Structure and dynamics of uranyl(VI) and plutonyl(VI) cations in ionic liquid/water mixtures via molecular dynamics simulations.

A fundamental understanding of the behavior of actinides in ionic liquids is required to develop advanced separation technologies. Spectroscopic measurements indicate a change in the coordination of uranyl in the hydrophobic ionic liquid 1-ethyl-3-methylimidazolium bis(trifluoromethylsulfonyl)imide ([EMIM][Tf2N]) as water is added to the system. Molecular dynamics simulations of dilute uranyl (UO2(2+)) and plutonyl (PuO2(2+)) ) solutions in [EMIM][Tf2N]/water mixtures have been performed in order to examine the molecular-level coordination and dynamics of the actinyl cation (AnO2(2+)) ); An = U, Pu) as the amount of water in the system changes.

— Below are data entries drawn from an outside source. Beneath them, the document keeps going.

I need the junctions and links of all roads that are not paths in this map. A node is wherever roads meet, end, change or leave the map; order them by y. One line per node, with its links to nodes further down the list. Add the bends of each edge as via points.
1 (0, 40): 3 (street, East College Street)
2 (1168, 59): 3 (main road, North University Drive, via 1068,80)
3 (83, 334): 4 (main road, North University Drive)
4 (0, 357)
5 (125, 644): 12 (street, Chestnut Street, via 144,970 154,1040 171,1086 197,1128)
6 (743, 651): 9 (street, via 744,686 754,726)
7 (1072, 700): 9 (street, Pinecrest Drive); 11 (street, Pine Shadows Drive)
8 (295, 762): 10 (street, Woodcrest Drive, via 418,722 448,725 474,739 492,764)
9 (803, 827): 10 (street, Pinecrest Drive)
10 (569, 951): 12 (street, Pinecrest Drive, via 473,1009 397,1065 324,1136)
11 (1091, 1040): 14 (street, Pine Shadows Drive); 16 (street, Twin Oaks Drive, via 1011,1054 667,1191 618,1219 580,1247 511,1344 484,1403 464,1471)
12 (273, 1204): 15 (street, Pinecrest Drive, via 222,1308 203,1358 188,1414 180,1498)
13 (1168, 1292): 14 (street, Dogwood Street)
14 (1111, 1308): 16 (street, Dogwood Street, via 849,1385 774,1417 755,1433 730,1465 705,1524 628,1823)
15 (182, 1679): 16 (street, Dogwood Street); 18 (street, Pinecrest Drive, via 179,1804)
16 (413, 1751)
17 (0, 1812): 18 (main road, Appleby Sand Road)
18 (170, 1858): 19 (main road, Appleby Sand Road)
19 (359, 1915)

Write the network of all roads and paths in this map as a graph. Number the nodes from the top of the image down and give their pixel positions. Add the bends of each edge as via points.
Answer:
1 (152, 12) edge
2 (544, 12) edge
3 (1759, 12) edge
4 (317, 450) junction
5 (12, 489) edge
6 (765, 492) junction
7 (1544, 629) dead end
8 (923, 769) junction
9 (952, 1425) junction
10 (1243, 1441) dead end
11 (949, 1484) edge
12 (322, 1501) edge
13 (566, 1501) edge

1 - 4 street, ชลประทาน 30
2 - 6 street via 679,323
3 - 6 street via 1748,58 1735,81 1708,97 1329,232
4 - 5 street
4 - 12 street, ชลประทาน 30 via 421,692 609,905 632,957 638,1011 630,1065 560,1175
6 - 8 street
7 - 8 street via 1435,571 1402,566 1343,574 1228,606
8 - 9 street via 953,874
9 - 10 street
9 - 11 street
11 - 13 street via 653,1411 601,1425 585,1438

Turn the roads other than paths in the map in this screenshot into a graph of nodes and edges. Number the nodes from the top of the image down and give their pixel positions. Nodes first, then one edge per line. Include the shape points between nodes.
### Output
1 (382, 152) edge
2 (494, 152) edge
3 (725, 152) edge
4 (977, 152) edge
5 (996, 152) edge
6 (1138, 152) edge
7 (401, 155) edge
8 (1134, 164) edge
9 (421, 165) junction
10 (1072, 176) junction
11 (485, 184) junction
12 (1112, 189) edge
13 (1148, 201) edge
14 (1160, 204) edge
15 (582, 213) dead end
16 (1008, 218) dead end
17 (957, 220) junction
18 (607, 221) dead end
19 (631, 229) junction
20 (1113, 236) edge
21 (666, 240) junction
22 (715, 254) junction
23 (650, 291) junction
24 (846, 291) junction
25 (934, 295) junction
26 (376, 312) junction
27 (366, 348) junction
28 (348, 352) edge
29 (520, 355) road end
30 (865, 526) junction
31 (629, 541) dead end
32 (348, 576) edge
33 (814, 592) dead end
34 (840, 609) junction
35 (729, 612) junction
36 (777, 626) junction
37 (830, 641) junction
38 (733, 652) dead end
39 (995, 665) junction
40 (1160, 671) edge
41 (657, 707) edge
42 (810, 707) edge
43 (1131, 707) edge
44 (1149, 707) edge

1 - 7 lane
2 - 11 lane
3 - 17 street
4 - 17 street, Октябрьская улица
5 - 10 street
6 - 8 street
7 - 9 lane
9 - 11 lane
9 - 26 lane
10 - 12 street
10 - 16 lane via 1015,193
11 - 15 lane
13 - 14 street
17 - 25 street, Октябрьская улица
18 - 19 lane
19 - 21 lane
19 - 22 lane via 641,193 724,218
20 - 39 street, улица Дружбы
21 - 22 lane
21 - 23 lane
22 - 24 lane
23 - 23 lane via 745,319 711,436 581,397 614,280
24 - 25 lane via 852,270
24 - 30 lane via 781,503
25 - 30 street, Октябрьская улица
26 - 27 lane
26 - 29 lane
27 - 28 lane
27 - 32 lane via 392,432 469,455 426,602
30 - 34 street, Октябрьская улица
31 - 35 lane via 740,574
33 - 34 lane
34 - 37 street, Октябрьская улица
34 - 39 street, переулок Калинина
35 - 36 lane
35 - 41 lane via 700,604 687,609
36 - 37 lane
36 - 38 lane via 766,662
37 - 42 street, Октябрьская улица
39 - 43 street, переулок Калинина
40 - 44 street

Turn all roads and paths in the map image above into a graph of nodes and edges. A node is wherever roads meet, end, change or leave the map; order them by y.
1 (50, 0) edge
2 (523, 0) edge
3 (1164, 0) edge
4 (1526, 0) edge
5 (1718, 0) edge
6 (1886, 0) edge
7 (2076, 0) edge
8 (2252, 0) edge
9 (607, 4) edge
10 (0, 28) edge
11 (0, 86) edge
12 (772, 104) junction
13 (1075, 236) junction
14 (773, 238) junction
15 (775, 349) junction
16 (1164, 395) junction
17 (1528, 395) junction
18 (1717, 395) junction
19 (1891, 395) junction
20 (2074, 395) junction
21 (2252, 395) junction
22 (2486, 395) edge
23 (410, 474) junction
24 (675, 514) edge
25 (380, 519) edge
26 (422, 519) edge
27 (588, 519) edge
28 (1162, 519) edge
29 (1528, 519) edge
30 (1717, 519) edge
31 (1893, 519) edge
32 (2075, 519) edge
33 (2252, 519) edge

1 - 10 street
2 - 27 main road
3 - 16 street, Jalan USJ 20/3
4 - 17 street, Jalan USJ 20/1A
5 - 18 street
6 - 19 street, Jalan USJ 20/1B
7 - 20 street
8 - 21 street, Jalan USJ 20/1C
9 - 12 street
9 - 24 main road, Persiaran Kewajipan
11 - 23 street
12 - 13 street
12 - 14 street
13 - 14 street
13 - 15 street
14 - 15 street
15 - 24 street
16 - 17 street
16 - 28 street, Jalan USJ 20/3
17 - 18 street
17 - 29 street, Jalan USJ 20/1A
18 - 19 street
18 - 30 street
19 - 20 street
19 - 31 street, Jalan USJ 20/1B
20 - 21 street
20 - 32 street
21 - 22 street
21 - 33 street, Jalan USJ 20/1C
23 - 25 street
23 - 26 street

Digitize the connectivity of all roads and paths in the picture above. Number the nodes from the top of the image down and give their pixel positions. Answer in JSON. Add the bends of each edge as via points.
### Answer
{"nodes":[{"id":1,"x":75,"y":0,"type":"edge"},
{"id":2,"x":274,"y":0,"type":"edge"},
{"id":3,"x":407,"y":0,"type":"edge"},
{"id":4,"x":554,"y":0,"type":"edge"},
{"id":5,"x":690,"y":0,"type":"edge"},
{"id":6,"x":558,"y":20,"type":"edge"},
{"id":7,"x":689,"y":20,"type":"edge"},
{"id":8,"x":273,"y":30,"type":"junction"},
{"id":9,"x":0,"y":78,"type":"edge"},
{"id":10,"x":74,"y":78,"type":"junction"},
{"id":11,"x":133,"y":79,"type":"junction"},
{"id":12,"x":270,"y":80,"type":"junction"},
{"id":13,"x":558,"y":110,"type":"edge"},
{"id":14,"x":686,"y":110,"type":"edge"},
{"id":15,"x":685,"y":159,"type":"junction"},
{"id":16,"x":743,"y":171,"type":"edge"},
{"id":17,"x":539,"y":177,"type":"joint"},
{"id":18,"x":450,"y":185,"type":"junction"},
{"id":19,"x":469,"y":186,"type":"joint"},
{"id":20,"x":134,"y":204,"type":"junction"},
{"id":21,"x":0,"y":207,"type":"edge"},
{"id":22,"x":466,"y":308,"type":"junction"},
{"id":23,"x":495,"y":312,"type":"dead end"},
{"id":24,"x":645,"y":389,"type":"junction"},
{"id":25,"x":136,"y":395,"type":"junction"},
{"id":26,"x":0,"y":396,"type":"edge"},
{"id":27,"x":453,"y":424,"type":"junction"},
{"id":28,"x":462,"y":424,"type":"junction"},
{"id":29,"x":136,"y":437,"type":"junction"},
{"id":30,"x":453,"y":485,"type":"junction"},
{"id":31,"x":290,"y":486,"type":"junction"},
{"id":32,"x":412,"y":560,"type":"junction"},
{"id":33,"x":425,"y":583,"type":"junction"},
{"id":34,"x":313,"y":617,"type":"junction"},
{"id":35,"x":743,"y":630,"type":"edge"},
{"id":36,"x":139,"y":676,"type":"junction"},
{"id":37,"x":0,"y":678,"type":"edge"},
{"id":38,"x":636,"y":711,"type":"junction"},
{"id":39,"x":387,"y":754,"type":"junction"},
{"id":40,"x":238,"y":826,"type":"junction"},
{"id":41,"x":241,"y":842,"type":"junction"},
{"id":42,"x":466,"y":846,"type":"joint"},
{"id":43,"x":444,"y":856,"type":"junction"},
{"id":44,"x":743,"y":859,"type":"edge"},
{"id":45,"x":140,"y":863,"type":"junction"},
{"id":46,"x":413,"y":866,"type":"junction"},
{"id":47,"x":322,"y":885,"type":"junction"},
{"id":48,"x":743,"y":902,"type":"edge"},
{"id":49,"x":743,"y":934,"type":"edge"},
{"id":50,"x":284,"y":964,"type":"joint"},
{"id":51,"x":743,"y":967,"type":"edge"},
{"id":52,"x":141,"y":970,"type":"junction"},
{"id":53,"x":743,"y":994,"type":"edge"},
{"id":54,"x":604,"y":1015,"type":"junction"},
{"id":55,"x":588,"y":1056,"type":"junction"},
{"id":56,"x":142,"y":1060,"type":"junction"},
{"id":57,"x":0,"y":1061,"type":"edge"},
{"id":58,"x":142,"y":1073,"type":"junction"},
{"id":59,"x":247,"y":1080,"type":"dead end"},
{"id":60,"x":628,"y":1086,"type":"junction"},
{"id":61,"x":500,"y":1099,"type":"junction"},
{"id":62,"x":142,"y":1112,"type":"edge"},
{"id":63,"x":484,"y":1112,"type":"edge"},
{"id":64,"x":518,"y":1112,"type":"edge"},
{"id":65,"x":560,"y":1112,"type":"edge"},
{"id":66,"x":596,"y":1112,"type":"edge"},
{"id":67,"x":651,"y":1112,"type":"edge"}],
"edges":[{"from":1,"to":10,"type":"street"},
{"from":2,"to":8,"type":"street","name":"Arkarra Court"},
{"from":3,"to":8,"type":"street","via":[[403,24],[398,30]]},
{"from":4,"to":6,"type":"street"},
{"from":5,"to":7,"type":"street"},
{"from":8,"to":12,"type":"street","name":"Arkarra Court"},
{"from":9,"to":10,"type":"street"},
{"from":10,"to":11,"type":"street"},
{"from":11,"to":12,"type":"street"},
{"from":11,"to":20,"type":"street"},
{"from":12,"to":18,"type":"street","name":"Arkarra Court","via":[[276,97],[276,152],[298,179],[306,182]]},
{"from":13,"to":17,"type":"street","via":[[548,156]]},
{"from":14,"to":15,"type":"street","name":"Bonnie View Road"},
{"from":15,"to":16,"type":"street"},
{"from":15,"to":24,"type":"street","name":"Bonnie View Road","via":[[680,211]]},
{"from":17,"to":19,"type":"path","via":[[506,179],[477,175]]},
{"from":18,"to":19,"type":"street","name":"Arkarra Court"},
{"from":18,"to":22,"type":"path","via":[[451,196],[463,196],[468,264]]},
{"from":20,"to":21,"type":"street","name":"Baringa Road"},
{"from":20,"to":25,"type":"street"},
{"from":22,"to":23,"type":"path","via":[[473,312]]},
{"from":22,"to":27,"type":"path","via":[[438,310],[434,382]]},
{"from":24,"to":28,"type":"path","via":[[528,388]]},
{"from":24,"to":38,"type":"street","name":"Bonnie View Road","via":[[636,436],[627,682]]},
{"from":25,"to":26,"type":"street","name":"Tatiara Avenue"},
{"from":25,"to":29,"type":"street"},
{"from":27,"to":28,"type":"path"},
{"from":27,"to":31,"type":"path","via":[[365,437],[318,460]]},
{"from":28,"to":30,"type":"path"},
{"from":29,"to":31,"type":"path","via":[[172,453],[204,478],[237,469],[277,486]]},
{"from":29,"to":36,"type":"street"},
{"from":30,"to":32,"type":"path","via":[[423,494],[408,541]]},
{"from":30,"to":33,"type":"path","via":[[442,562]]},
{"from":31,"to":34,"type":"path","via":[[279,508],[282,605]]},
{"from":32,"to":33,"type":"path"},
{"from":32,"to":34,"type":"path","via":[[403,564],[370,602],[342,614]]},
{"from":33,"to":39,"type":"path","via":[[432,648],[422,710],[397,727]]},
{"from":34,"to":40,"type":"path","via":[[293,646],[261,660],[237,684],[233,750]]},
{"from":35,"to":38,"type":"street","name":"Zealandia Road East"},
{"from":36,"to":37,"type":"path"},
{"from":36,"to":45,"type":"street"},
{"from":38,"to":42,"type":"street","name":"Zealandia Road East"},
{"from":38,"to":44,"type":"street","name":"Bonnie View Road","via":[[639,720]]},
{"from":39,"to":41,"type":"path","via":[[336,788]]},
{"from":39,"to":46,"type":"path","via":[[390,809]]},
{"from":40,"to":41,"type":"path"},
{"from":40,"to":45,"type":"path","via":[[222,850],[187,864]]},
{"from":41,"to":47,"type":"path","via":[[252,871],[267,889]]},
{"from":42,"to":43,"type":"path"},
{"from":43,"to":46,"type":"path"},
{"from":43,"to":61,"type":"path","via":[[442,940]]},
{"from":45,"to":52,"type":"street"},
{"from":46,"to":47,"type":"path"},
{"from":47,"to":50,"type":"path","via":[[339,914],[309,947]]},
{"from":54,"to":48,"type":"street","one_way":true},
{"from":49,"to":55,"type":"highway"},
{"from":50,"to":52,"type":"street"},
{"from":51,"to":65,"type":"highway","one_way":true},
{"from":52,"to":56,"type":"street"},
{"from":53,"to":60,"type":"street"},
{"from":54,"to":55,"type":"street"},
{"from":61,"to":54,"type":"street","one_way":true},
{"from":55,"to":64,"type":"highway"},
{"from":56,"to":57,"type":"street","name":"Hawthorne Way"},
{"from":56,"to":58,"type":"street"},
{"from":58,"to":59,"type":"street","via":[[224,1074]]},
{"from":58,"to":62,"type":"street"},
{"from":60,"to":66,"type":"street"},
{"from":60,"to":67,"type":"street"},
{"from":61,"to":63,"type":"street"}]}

The simulations show that the actinyl cation has a strong preference for a first solvation shell with five oxygen atoms, although a higher coordination number is possible in mixtures with little or no water. Water is a much stronger ligand for the actinyl cation than Tf2N, with even very small amounts of water displacing Tf2N from the first solvation shell. When enough water is present, the inner coordination sphere of each actinyl cation contains five water molecules without any Tf2N. Water also populates the second solvation shell, although it does not completely displace the Tf2N. At high water concentrations, a significant fraction of the water is found in the bulk ionic liquid, where it primarily coordinates with the Tf2N anion. Potential of mean force simulations show that the progressive addition of up to five water molecules to uranyl is very favorable, with ΔG ranging from −52.3 kJ/mol for the addition of the first water molecule to −37.6 kJ/mol for the addition of the fifth. Uranyl and plutonyl dimers formed via bridging Tf2N ligands are found in [EMIM][Tf2N] and in mixtures with very small amounts of water. Potential of mean force calculations confirm that the dimeric complexes are stable, with relative free energies of up to −9 kJ/mol in pure [EMIM][Tf2N]. We find that the self-diffusion coefficients for all the components in the mixture increase as the water content increases, with the largest increase for water and the smallest increase for the ionic liquid cation and anion. The velocity autocorrelation functions also indicate changes in structure and dynamics as the water content changes.